OPINIÓN

A Mariano ¿le temblará la mano? Golpe de Estado en Cataluña

Javier Arias | Martes 26 de septiembre de 2017
Lo perpetrado, en Cataluña, ha sido la definición perfecta de un golpe de estado, vulnerando leyes y reglamentos, silenciando y despreciando a la oposición, en un clima de circo, muy próximo al golpe chavista de la Constituyente venezolana. El teatrillo, del supuesto referéndum, es una coartada para ese golpe. Tejero también habría convocado un referéndum si hubiera ganado, el 23-F.

El ejército no va a consentir la ruptura de España. Es su espíritu, su voluntad y su mandato constitucional. Nuestras Fuerzas Armadas pueden intervenir, en un breve lapso, todas las instalaciones estratégicas, de cualquier punto del territorio nacional, como es lógico, en un país desarrollado de la UE.

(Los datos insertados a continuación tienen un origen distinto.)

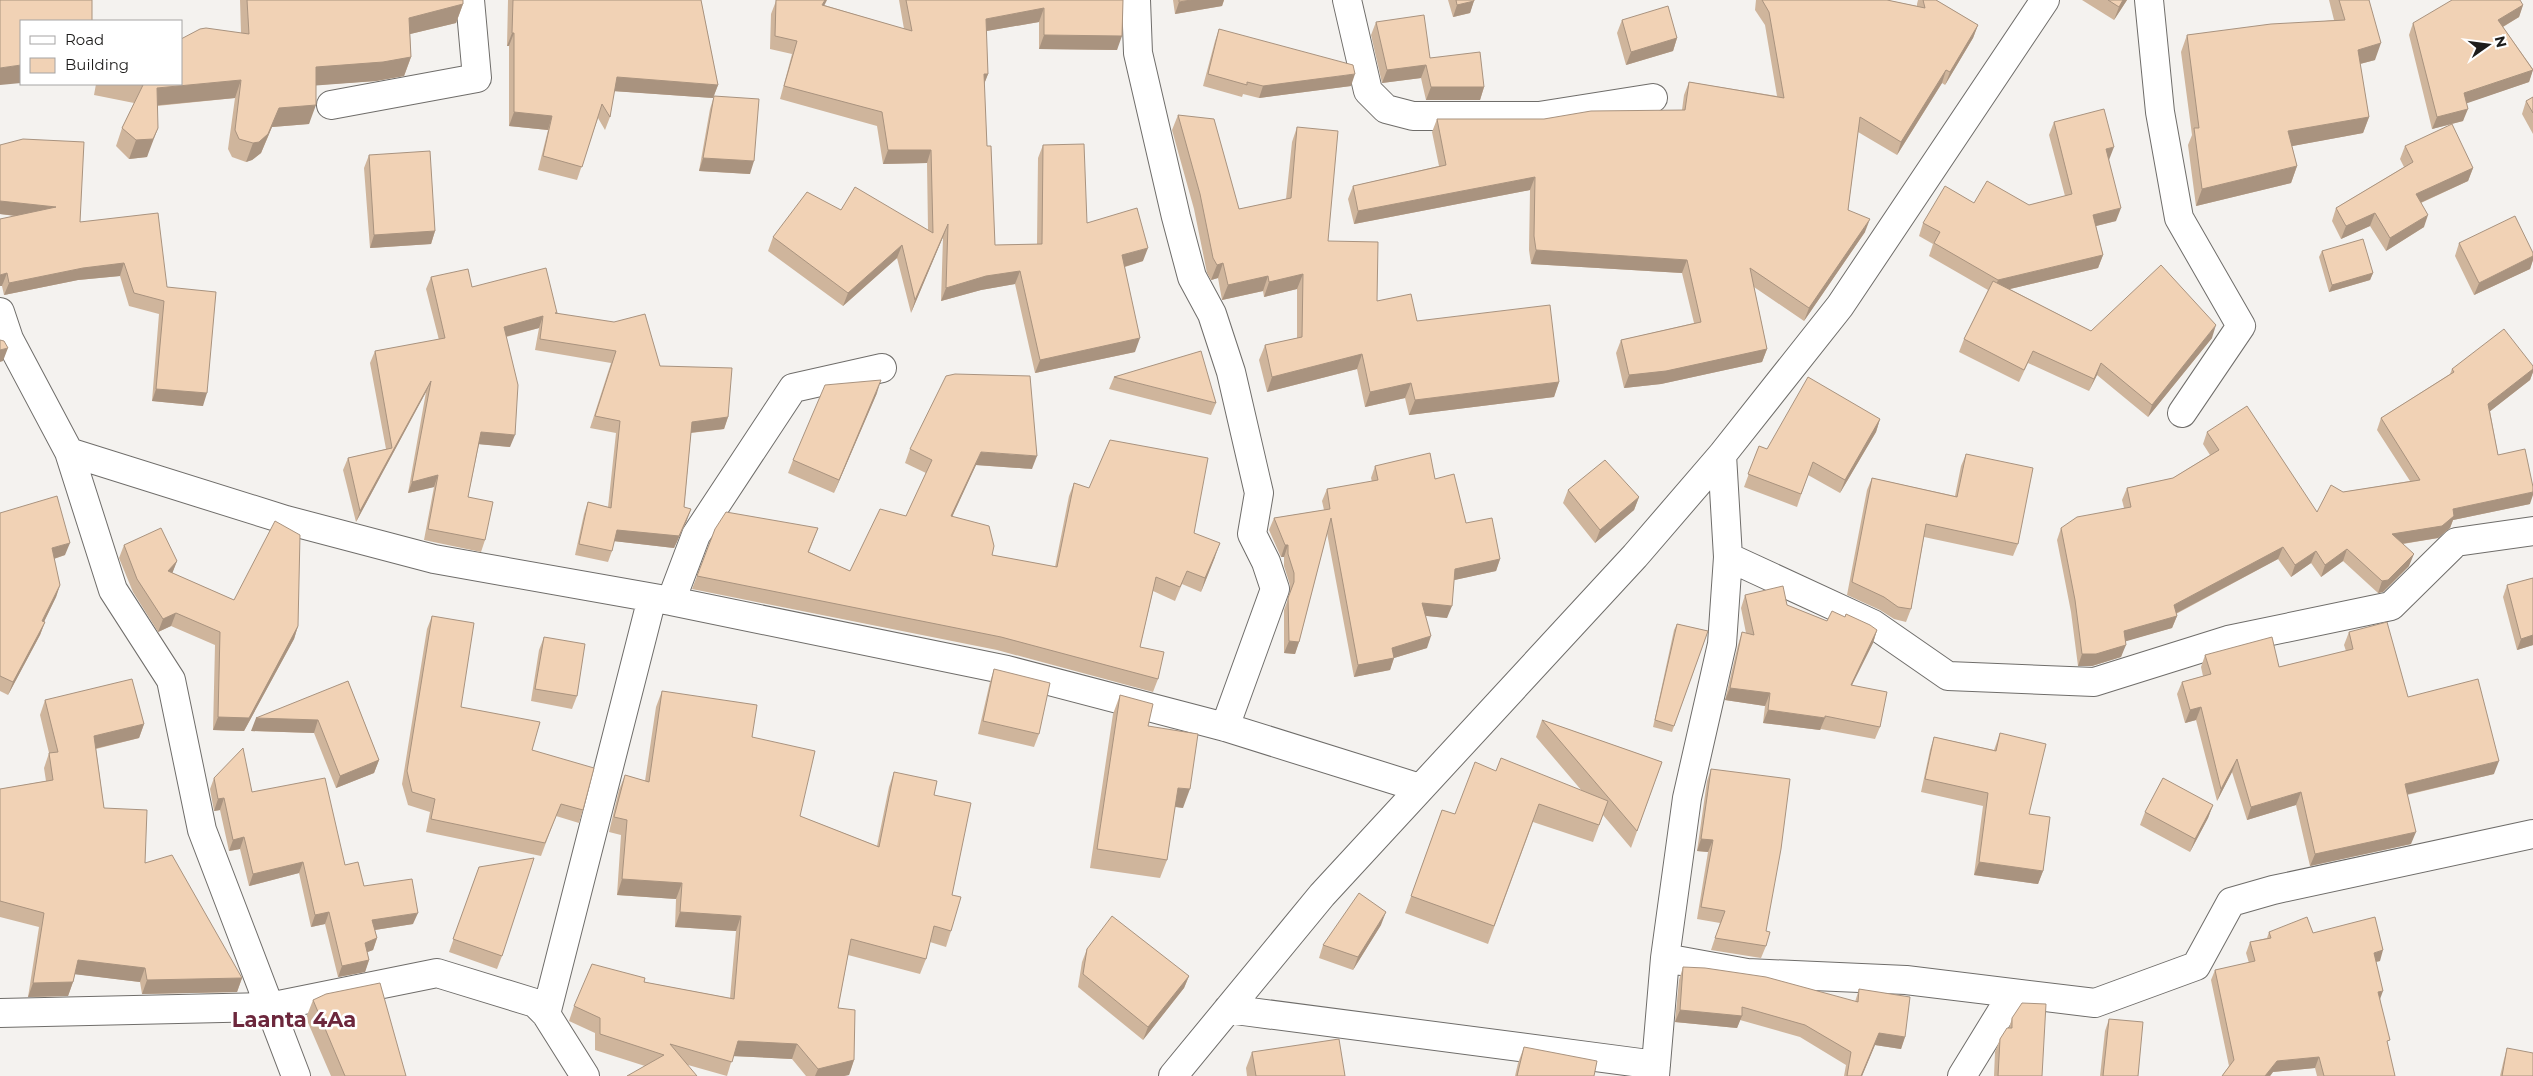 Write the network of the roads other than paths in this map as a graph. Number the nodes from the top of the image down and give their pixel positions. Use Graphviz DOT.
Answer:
graph roads {
  1 [pos="470,0"];
  2 [pos="1136,0"];
  3 [pos="1347,0"];
  4 [pos="2045,0"];
  5 [pos="2149,0"];
  6 [pos="1653,98"];
  7 [pos="331,105"];
  8 [pos="0,312"];
  9 [pos="882,368"];
  10 [pos="2182,413"];
  11 [pos="69,452"];
  12 [pos="1722,455"];
  13 [pos="2533,531"];
  14 [pos="1728,557"];
  15 [pos="662,600"];
  16 [pos="1225,727"];
  17 [pos="1420,788"];
  18 [pos="2533,834"];
  19 [pos="1665,958"];
  20 [pos="2013,993"];
  21 [pos="269,1007"];
  22 [pos="1228,1009"];
  23 [pos="0,1013"];
  24 [pos="546,1014"];
  25 [pos="1656,1070"];
  26 [pos="296,1076"];
  27 [pos="585,1076"];
  28 [pos="1173,1076"];
  29 [pos="1962,1076"];
  1 -- 7 [label="street"];
  2 -- 16 [label="street"];
  3 -- 6 [label="street"];
  4 -- 12 [label="street"];
  5 -- 10 [label="street"];
  8 -- 11 [label="street"];
  9 -- 15 [label="street"];
  11 -- 15 [label="street"];
  11 -- 21 [label="street"];
  12 -- 14 [label="street"];
  12 -- 17 [label="street"];
  13 -- 14 [label="street"];
  14 -- 19 [label="street"];
  15 -- 16 [label="street"];
  15 -- 24 [label="street"];
  16 -- 17 [label="street"];
  17 -- 22 [label="street"];
  18 -- 20 [label="street"];
  19 -- 20 [label="street"];
  19 -- 25 [label="street"];
  20 -- 29 [label="street"];
  21 -- 23 [label="street"];
  21 -- 24 [label="street"];
  21 -- 26 [label="street"];
  22 -- 25 [label="street"];
  22 -- 28 [label="street"];
  24 -- 27 [label="street"];
}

Baste un ejemplo menor: La UME es capaz de poner, en menos de cuatro horas, un destacamento completo, incluidas unidades motorizadas y aéreas, hospital e instalaciones de emergencia, en cualquier punto de España y controlarlo todo, en tiempo real, desde su centro operativo de Torrejón.

La inmensa mayoría de los españoles, rechaza el golpe de estado en Cataluña y ansía un liderazgo político que restablezca la libertad, la democracia y la Constitución, allí. Excepto el grupillo de resentidos habituales, (esa combinación ridícula de comunistas, separatista, amigos de Batasuna y de Maduro...), cada vez más viejos, más subvencionados y más divididos, los golpistas están aislados en España.

Pero, algunos, parecen querer centrarse en el teatrillo para no enfrentarse a los golpistas. Porque para los delincuentes no debería haber más salida que la suspensión de la Autonomía, la detención y enjuiciamiento de sus instigadores y la imposición de la democracia, en defensa de todos los catalanes.

No es una disyuntiva más que entre libertad o dictadura; entre demócratas o golpistas.

Es el momento de ejercer ese liderazgo, con toda la fuerza de la ley, sin titubeos, sin querer engañarse con trenes que ya han partido. Da vergüenza ajena, oír al ministro de justicia pedir a Puigdemont que se olvide del golpe y convoque elecciones (¿con un marco legal que ha liquidado y no reconoce?). ¿Será aplicar la Ley lo que no quiere hacer? ¿Se imaginarían pedirle, a Tejero que se presentase a las elecciones en vez de detenerlo?.

Si, a Rajoy le tiembla la mano, no solo perderá a corto plazo sino que habremos puesto en riesgo todo lo conseguido. Si, por el contrario, esa mano no le tiembla, se habrá ganado la confianza renovada de sus electores, la admiración de muchos que no lo son y la disminución de dudas, entre una izquierda vacilante cuyos dirigentes no son tan sólidos, en la defensa de las libertades, como sus militantes y electores.

Porque, como es evidente, con todos los recursos de la Constitución española, o se impone la democracia y se aplasta el golpe de estado, o nos rendimos a los golpistas.